My Utterly Predictable Top Ten Games Of 2011 List

10: Catherine

Catherine was a game whose core gameplay was awful (essentially a very twiddly platform game). And you didn't care because the game itself was so compelling. Japan is a society that takes adult games seriously (and by that I mean games with mature themes, not Jenna Jameson Modern Warfare 4) and thus we get games like Catherine, which start as a rumination on love and regret and veers into very weird places. Pity about the actual gameplay!

9: Fallout: New Vegas

Fallout 3 was very awesome - as someone who lived in the DC area for a few years it was pretty nifty actually recognizing the post-apocalyptic wreckage of many places I was familiar with,  not to mention just being a great game in general. But it was very much apart from the canon established by Fallout and Fallout 2. Fallout: NV, on the other hand, very much was Fallout 3 in all but name. The only two problems with it: wacky instability when it shipped, and the fact that the timeline has moved so far in the future that Fallout 4 is kind of pointless without some sort of license reboot.

8: Hatoful Boyfriend

Hatoful Boyfriend is a romance simulator where you compete for the attention of pigeons. I don't need to go any further.

7: Bastion

Lum added Bastion as number 8 on this list. Lum didn't know what else to say other than it was a really good game and that adding a dynamic narrator to a rogue-like was a work of genius. Thank you, Lum.

6: Portal 2

Like any sequel it wasn't as OMG WHAT as the original and the gameplay itself started to drag near the end but it still had great writing and the best rant ever put into a video game.

5: Dungeons of Dredmor

Best Use Of Necronomiconomics As A Gameplay Mechanic 2011. This is a very silly game that you should be playing. It's fun! It's hardcore! You need the lutefisk for the lutefisk god!

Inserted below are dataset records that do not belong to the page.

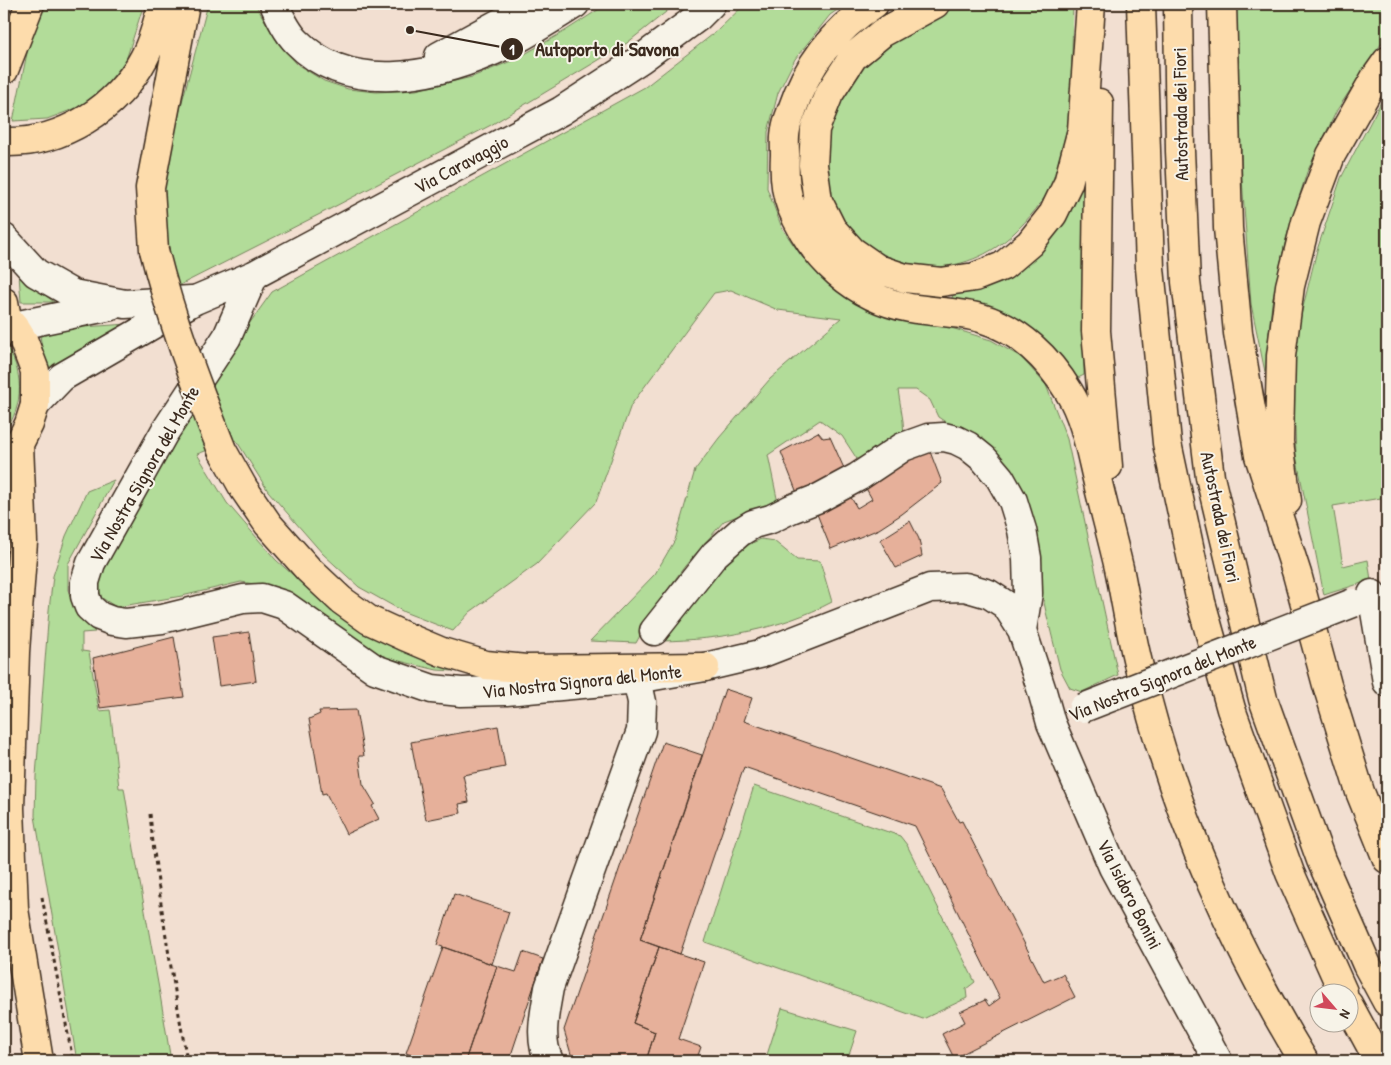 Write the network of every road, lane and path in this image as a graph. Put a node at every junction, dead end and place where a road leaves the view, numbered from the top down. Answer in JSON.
{"nodes":[{"id":1,"x":30,"y":4,"type":"edge"},
{"id":2,"x":162,"y":4,"type":"edge"},
{"id":3,"x":185,"y":4,"type":"edge"},
{"id":4,"x":274,"y":4,"type":"edge"},
{"id":5,"x":534,"y":4,"type":"edge"},
{"id":6,"x":575,"y":4,"type":"edge"},
{"id":7,"x":711,"y":4,"type":"edge"},
{"id":8,"x":874,"y":4,"type":"edge"},
{"id":9,"x":934,"y":4,"type":"edge"},
{"id":10,"x":1091,"y":4,"type":"edge"},
{"id":11,"x":1096,"y":4,"type":"edge"},
{"id":12,"x":1141,"y":4,"type":"edge"},
{"id":13,"x":1178,"y":4,"type":"edge"},
{"id":14,"x":1222,"y":4,"type":"edge"},
{"id":15,"x":1387,"y":61,"type":"edge"},
{"id":16,"x":4,"y":70,"type":"edge"},
{"id":17,"x":401,"y":76,"type":"junction"},
{"id":18,"x":4,"y":142,"type":"edge"},
{"id":19,"x":4,"y":238,"type":"edge"},
{"id":20,"x":254,"y":275,"type":"junction"},
{"id":21,"x":195,"y":300,"type":"junction"},
{"id":22,"x":125,"y":304,"type":"junction"},
{"id":23,"x":7,"y":316,"type":"edge"},
{"id":24,"x":34,"y":405,"type":"junction"},
{"id":25,"x":12,"y":449,"type":"edge"},
{"id":26,"x":1118,"y":567,"type":"junction"},
{"id":27,"x":1297,"y":574,"type":"junction"},
{"id":28,"x":1371,"y":595,"type":"edge"},
{"id":29,"x":1022,"y":630,"type":"junction"},
{"id":30,"x":654,"y":631,"type":"dead end"},
{"id":31,"x":704,"y":667,"type":"junction"},
{"id":32,"x":637,"y":679,"type":"junction"},
{"id":33,"x":1387,"y":682,"type":"edge"},
{"id":34,"x":1051,"y":723,"type":"junction"},
{"id":35,"x":150,"y":814,"type":"dead end"},
{"id":36,"x":1387,"y":859,"type":"edge"},
{"id":37,"x":9,"y":897,"type":"edge"},
{"id":38,"x":1338,"y":982,"type":"edge"},
{"id":39,"x":1387,"y":1002,"type":"edge"},
{"id":40,"x":1358,"y":1022,"type":"edge"},
{"id":41,"x":39,"y":1061,"type":"edge"},
{"id":42,"x":187,"y":1061,"type":"edge"},
{"id":43,"x":549,"y":1061,"type":"edge"},
{"id":44,"x":1218,"y":1061,"type":"edge"},
{"id":45,"x":1304,"y":1061,"type":"edge"},
{"id":46,"x":1380,"y":1061,"type":"edge"}],
"edges":[{"from":1,"to":16,"type":"main road"},
{"from":2,"to":18,"type":"main road"},
{"from":3,"to":31,"type":"main road","bridge":true},
{"from":4,"to":17,"type":"street"},
{"from":5,"to":17,"type":"street"},
{"from":6,"to":17,"type":"street"},
{"from":7,"to":20,"type":"street","name":"Via Caravaggio"},
{"from":8,"to":26,"type":"main road"},
{"from":9,"to":10,"type":"main road"},
{"from":11,"to":26,"type":"main road"},
{"from":12,"to":38,"type":"main road","name":"Autostrada dei Fiori"},
{"from":13,"to":39,"type":"main road","name":"Autostrada dei Fiori"},
{"from":14,"to":27,"type":"main road"},
{"from":15,"to":27,"type":"main road"},
{"from":19,"to":22,"type":"street","name":"Via Caravaggio"},
{"from":20,"to":21,"type":"street","name":"Via Caravaggio"},
{"from":20,"to":32,"type":"street","name":"Via Nostra Signora del Monte"},
{"from":21,"to":22,"type":"street","name":"Via Caravaggio"},
{"from":21,"to":24,"type":"street","name":"Via Caravaggio"},
{"from":22,"to":23,"type":"street","name":"Via Caravaggio"},
{"from":23,"to":24,"type":"main road"},
{"from":24,"to":25,"type":"main road"},
{"from":25,"to":37,"type":"main road"},
{"from":26,"to":45,"type":"main road"},
{"from":27,"to":36,"type":"main road"},
{"from":28,"to":33,"type":"street"},
{"from":28,"to":34,"type":"street","name":"Via Nostra Signora del Monte","bridge":true},
{"from":29,"to":30,"type":"street"},
{"from":29,"to":31,"type":"street","name":"Via Nostra Signora del Monte"},
{"from":29,"to":34,"type":"street","name":"Via Nostra Signora del Monte"},
{"from":31,"to":32,"type":"street","name":"Via Nostra Signora del Monte"},
{"from":32,"to":43,"type":"street"},
{"from":34,"to":44,"type":"street","name":"Via Isidoro Bonini"},
{"from":35,"to":42,"type":"path"},
{"from":37,"to":41,"type":"main road"},
{"from":40,"to":46,"type":"main road"}]}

4:  Kaiserreich for Darkest Hour

This will take some explanation. Darkest Hour is a fan-made iteration of the ever-Lum-praised Hearts of Iron 2. Part of its feature set is support for fan mods. The most well-concieved mod for Darkest Hour is a game called Kaiserreich. Kaiserreich postulates a 1936 world where - stop me if I lose you - Germany wins World War 1, the Whites win the Russian Civil War, Communist revolutions overthrow the governments of France (who takes refuge in Algeria) and Britain (who takes refuge in Canada), Hermann Goering sets up a petit empire in the former Belgian Congo Mittlelafrika, Austria-Hungary is finally about to fall apart, the United States is about to be riven in dueling revolutions between the Communists of Jack Reed, the Fascists of Huey Long, and the military coup led by Douglas MacArthur, and Russia can go in any of four different wild directions from a Communist takeover to a Czarist revival. And it works.

3: All The Games I Should Have Played But Didn't Have Time But Heard Were Really Good.

You know, Dark Souls, Arkham City, Saints Row 3. I'll get to them. Eventually.

2: Skyrim

Skyrim is the latest version of The Bethesda Game - you know, the one they keep making ever since Daggerfall (trivia: my first foray into games writing was a walkthrough/support site for Daggerfall). This one, they got right. Skyrim really is a non-linear fantasy simulator that is utterly epic in every way and there is almost no wasted space. It really should be the #1 entry in this list and they really are pretty interchangeable at this point.

1: Star Wars: The Old Republic

Yes, the developers and inside baseball commenters will be debating throughout 2012 whether EA has literally moved the barrier of entry into MMO development into the level of small countries' gross national product with the sheer thunderclap scale of investment that SWTOR represented. But let's not let that detract from what SWTOR accomplished: storytelling in an MMO that works as the center point of the game. Also, lightsabers. SWTOR is fun. SWTOR is incredible amounts of fun, while redefining what an MMO is. Is it really an MMO when a game essentially is a Star Wars game that millions of people are playing at the same time? Who cares… it's fun. Games are supposed to be fun, and SWTOR gets that - a point too many MMO developers have forgotten.